Estabelecer uma rotina disciplinada de acompanhamento financeiro é essencial para evitar impactos graves nas empresas
O aumento repentino de despesas é uma realidade que praticamente toda empresa já enfrentou — e quando ele chega sem aviso, o impacto pode ser brutal. Esse fenômeno, conhecido como choque de custos, costuma atingir especialmente as pequenas e médias empresas (PMEs), que operam em uma zona delicada: não têm o poder de negociação das grandes, nem a agilidade estrutural das menores.
Segundo especialistas, o problema raramente surge “do nada”. Na prática, os sinais já estavam ali — mas muitas empresas não possuem um sistema eficiente de monitoramento para identificá-los a tempo.
O que está por trás do aumento de custos
Diversos fatores podem pressionar as despesas empresariais ao mesmo tempo.

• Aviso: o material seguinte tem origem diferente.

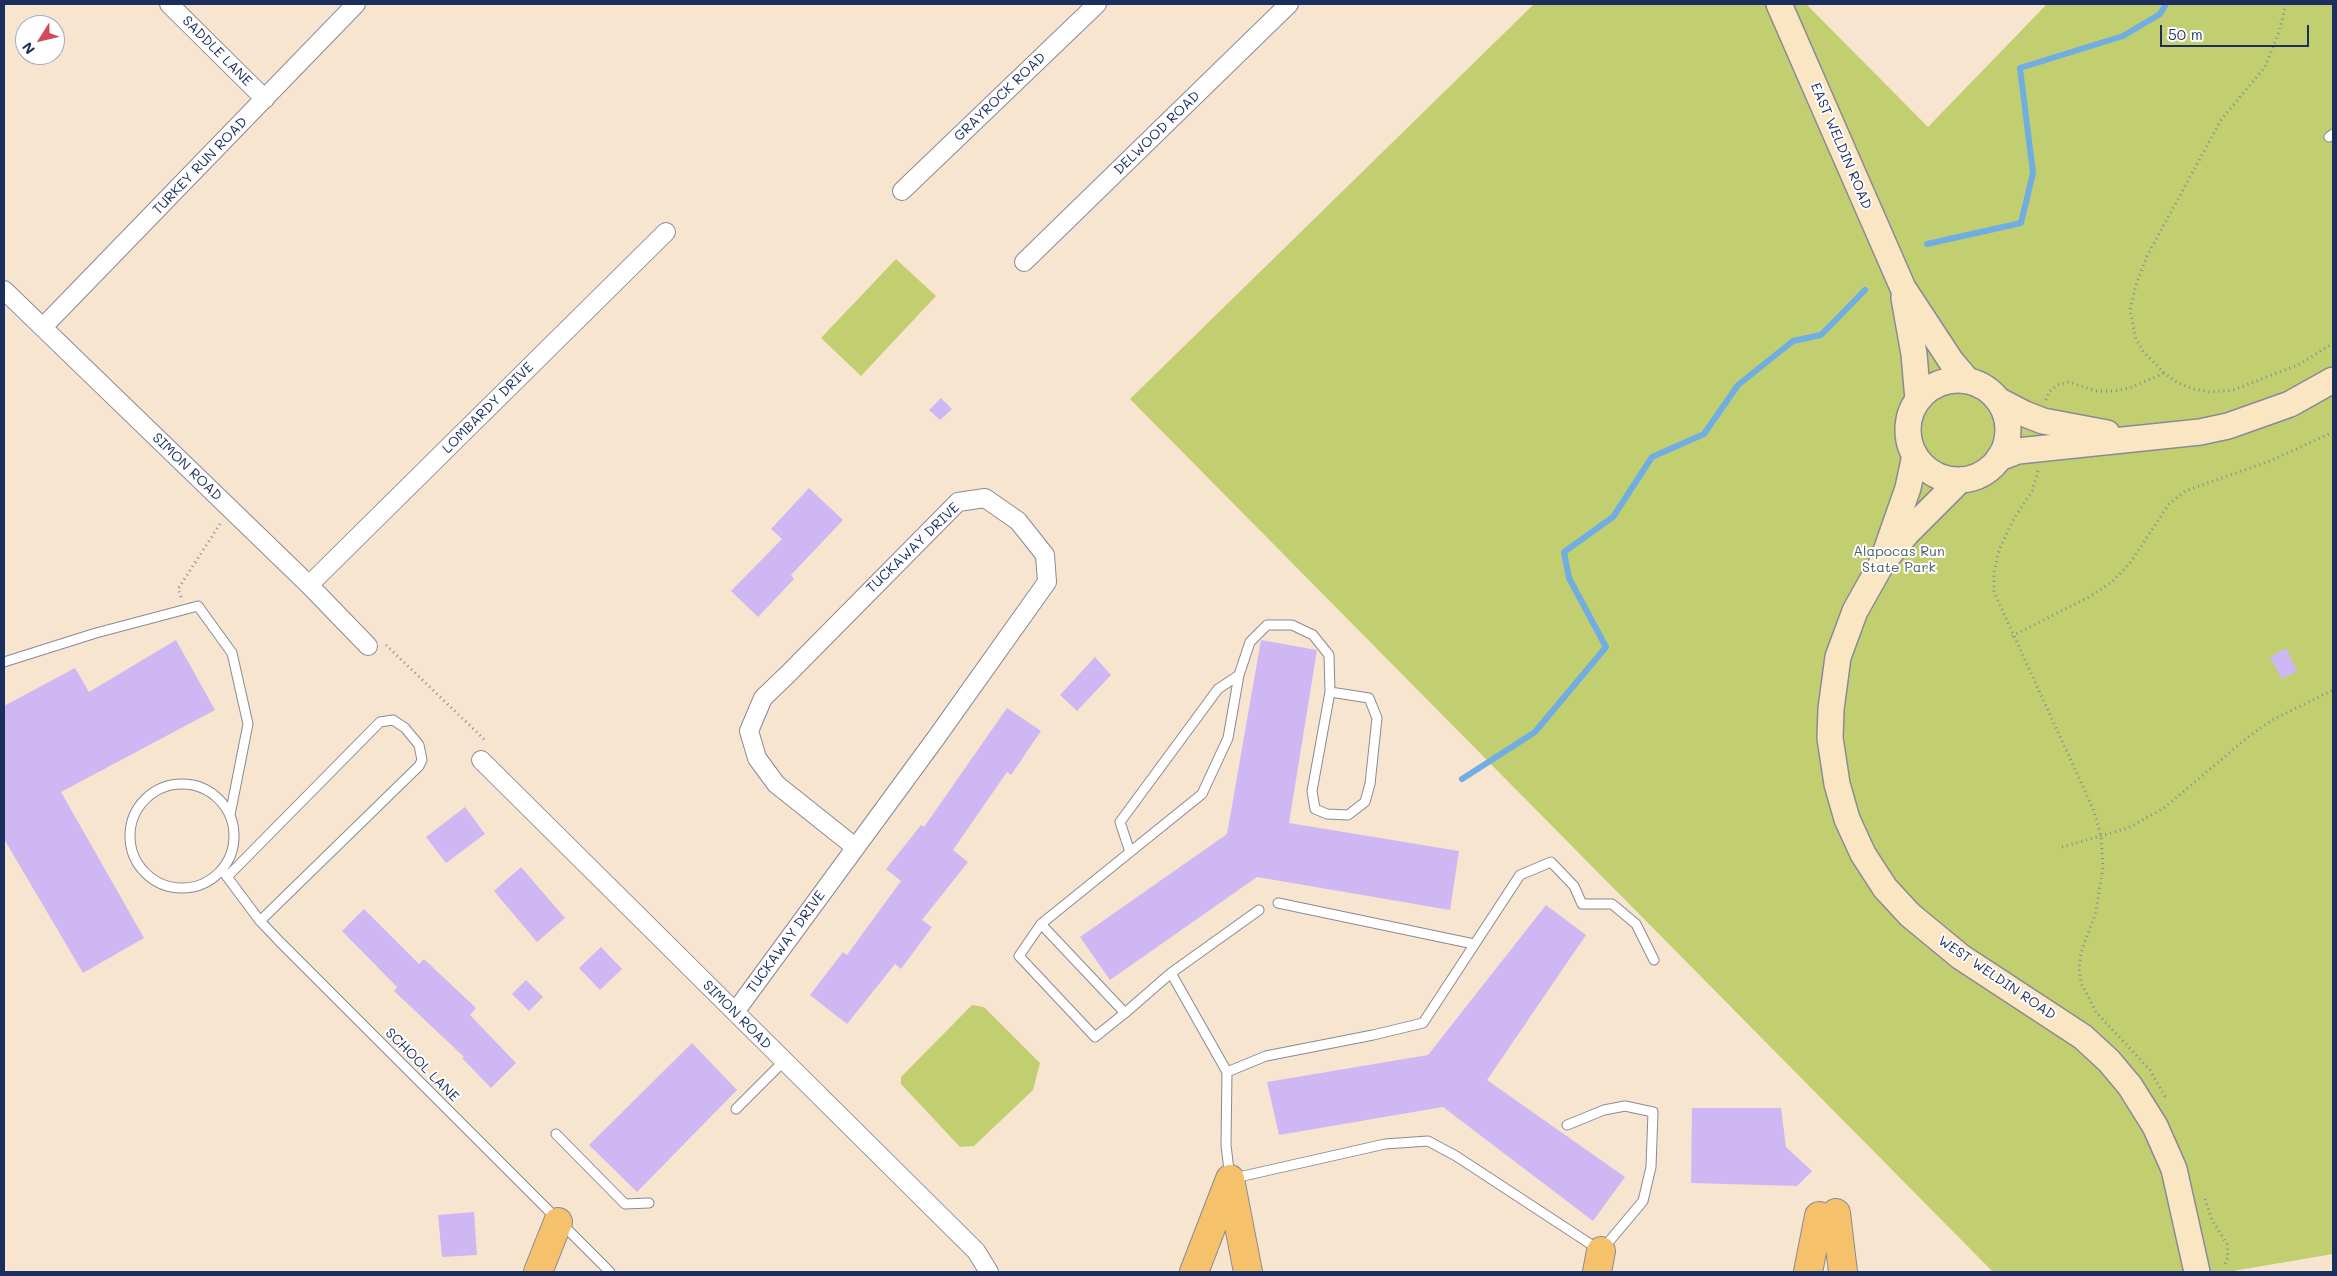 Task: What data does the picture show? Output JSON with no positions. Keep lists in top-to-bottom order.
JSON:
{
  "streets": {
    "street": [
      "SADDLE LANE",
      "GRAYROCK ROAD",
      "DELWOOD ROAD",
      "EAST WELDIN ROAD",
      "TURKEY RUN ROAD",
      "LOMBARDY DRIVE",
      "SIMON ROAD",
      "TUCKAWAY DRIVE",
      "WEST WELDIN ROAD"
    ],
    "lane": ["SCHOOL LANE"]
  },
  "crossings": [
    ["SADDLE LANE", "TURKEY RUN ROAD"],
    ["EAST WELDIN ROAD", "WEST WELDIN ROAD"],
    ["TURKEY RUN ROAD", "SIMON ROAD"],
    ["LOMBARDY DRIVE", "SIMON ROAD"],
    ["SIMON ROAD", "TUCKAWAY DRIVE"]
  ],
  "parks": ["Alapocas Run State Park"],
  "scale_bar": "50 m",
  "north": "bottom left"
} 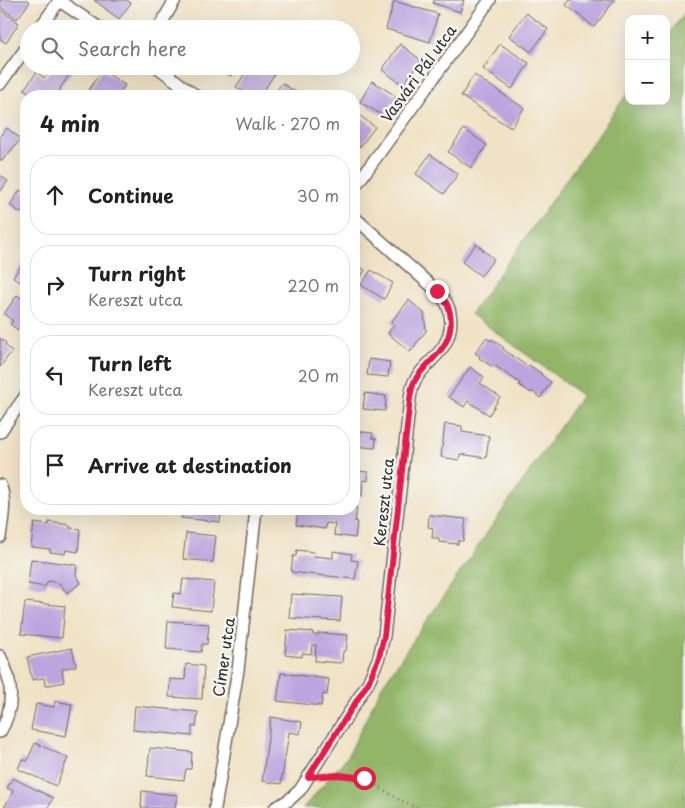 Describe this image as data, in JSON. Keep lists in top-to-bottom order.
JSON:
{
  "streets": {
    "street": ["Vasvári Pál utca", "Kereszt utca", "Címer utca"]
  },
  "page": {
    "map_buttons": ["+", "−"],
    "search": "Search here",
    "heading": ["4 min", "Walk · 270 m"],
    "list": [
      ["Continue", "30 m"],
      ["Turn right", "Kereszt utca", "220 m"],
      ["Turn left", "Kereszt utca", "20 m"],
      "Arrive at destination"
    ]
  }
} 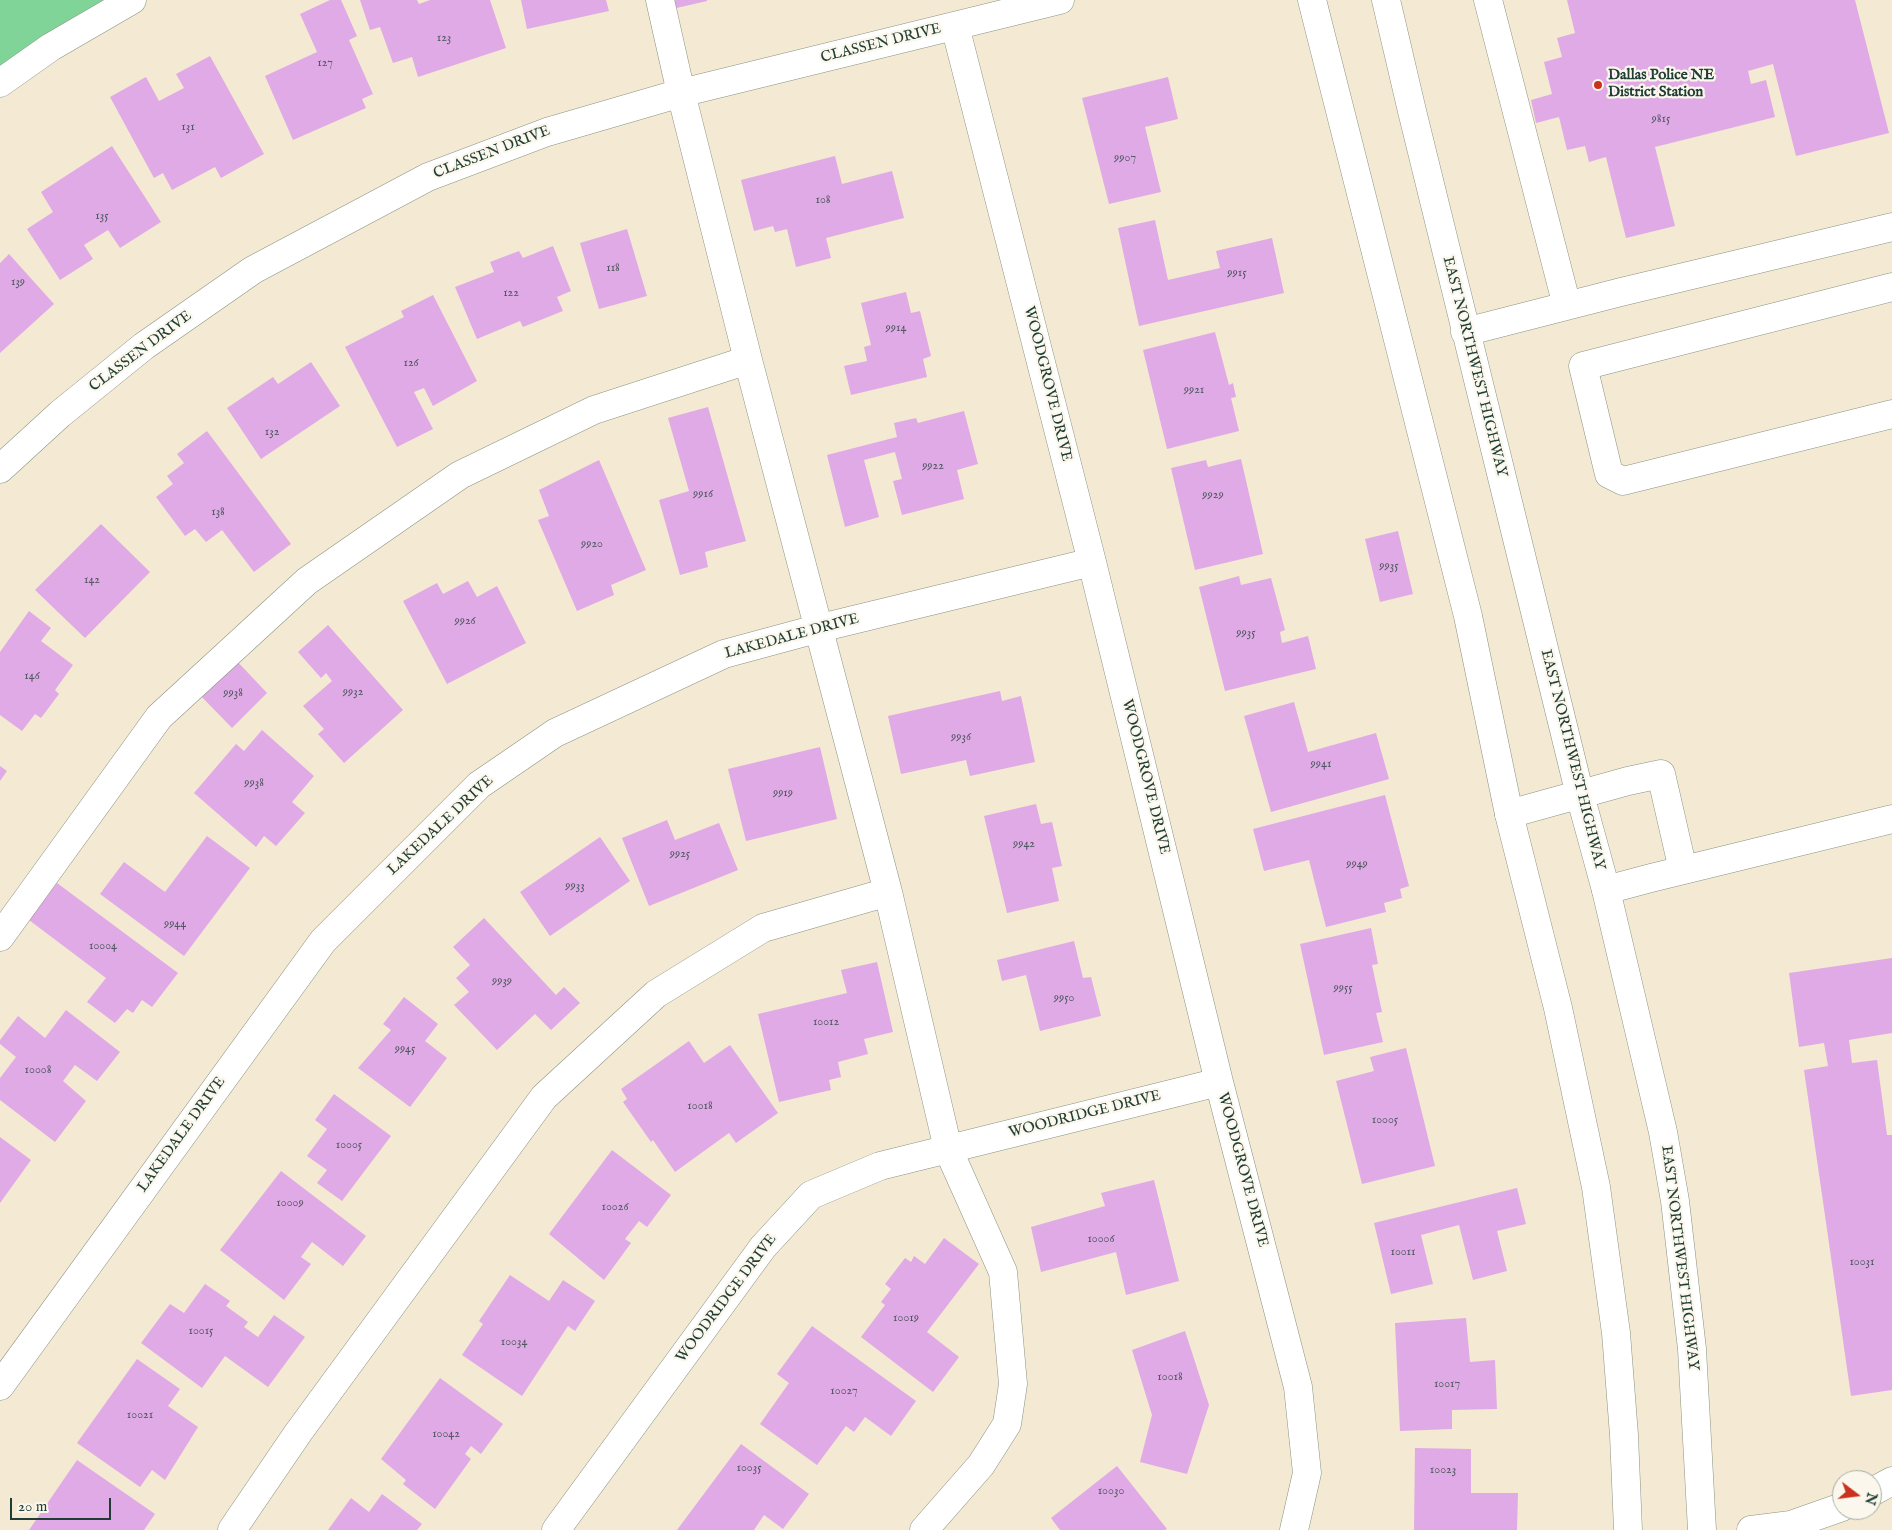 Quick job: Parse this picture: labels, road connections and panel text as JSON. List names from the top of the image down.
{
  "streets": {
    "street": [
      "CLASSEN DRIVE",
      "EAST NORTHWEST HIGHWAY",
      "WOODGROVE DRIVE",
      "LAKEDALE DRIVE",
      "WOODRIDGE DRIVE"
    ]
  },
  "crossings": [
    ["CLASSEN DRIVE", "WOODGROVE DRIVE"],
    ["WOODGROVE DRIVE", "LAKEDALE DRIVE"],
    ["WOODGROVE DRIVE", "WOODRIDGE DRIVE"]
  ],
  "places": ["Dallas Police NE District Station"],
  "house_numbers": [
    "123",
    "127",
    "9815",
    "131",
    "9907",
    "108",
    "135",
    "118",
    "9915",
    "139",
    "122",
    "9914",
    "126",
    "9921",
    "132",
    "9922",
    "9916",
    "9929",
    "138",
    "9920",
    "9935",
    "142",
    "9926",
    "9935",
    "146",
    "9932",
    "9938",
    "9936",
    "9941",
    "9938",
    "9919",
    "9942",
    "9925",
    "9949",
    "9933",
    "9944",
    "10004",
    "9939",
    "9955",
    "9950",
    "10012",
    "9945",
    "10008",
    "10018",
    "10005",
    "10005",
    "10009",
    "10026",
    "10006",
    "10011",
    "10031",
    "10019",
    "10015",
    "10034",
    "10018",
    "10017",
    "10027",
    "10021",
    "10042",
    "10035",
    "10023",
    "10030"
  ],
  "scale_bar": "20 m",
  "north": "right"
}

Entre os principais, estão:
- Inflação de insumos e matérias-primas
- Variação cambial (especialmente para empresas com dependência de importação)
- Aumento de custos logísticos e de transporte
- Reajustes de energia
- Elevação da taxa de juros (impactando capital de giro)
- Rupturas na cadeia de suprimentos
- Mudanças regulatórias e tributárias
Além disso, o cenário atual adiciona novas camadas de pressão: maior competição por talentos, reajustes salariais acima da inflação e instabilidade no setor energético tornam o ambiente ainda mais desafiador.
O resultado é um efeito acumulado que, quando percebido tardiamente, compromete margens e dificulta a tomada de decisão.
Vigilância constante: o que empresas precisam monitorar
Para evitar surpresas, o primeiro passo é simples — mas exige disciplina: acompanhar os números de perto.
Empresas que conseguem reagir rápido ao choque de custos são aquelas que trabalham com dados organizados e atualizados. Alguns indicadores-chave incluem:
- Fluxo de caixa (projetado vs. realizado)
- Margem de contribuição por produto ou serviço
- Estrutura de custos
- Ponto de equilíbrio (break-even)
Uma prática altamente recomendada é a análise vertical do DRE (Demonstrativo de Resultado do Exercício), que permite identificar rapidamente quais despesas estão consumindo maior parte da receita — os verdadeiros “vilões” do negócio.
Além disso, a criação de dashboards com responsáveis definidos por área torna o acompanhamento mais estratégico. Não basta levantar números — é preciso interpretá-los e agir sobre eles.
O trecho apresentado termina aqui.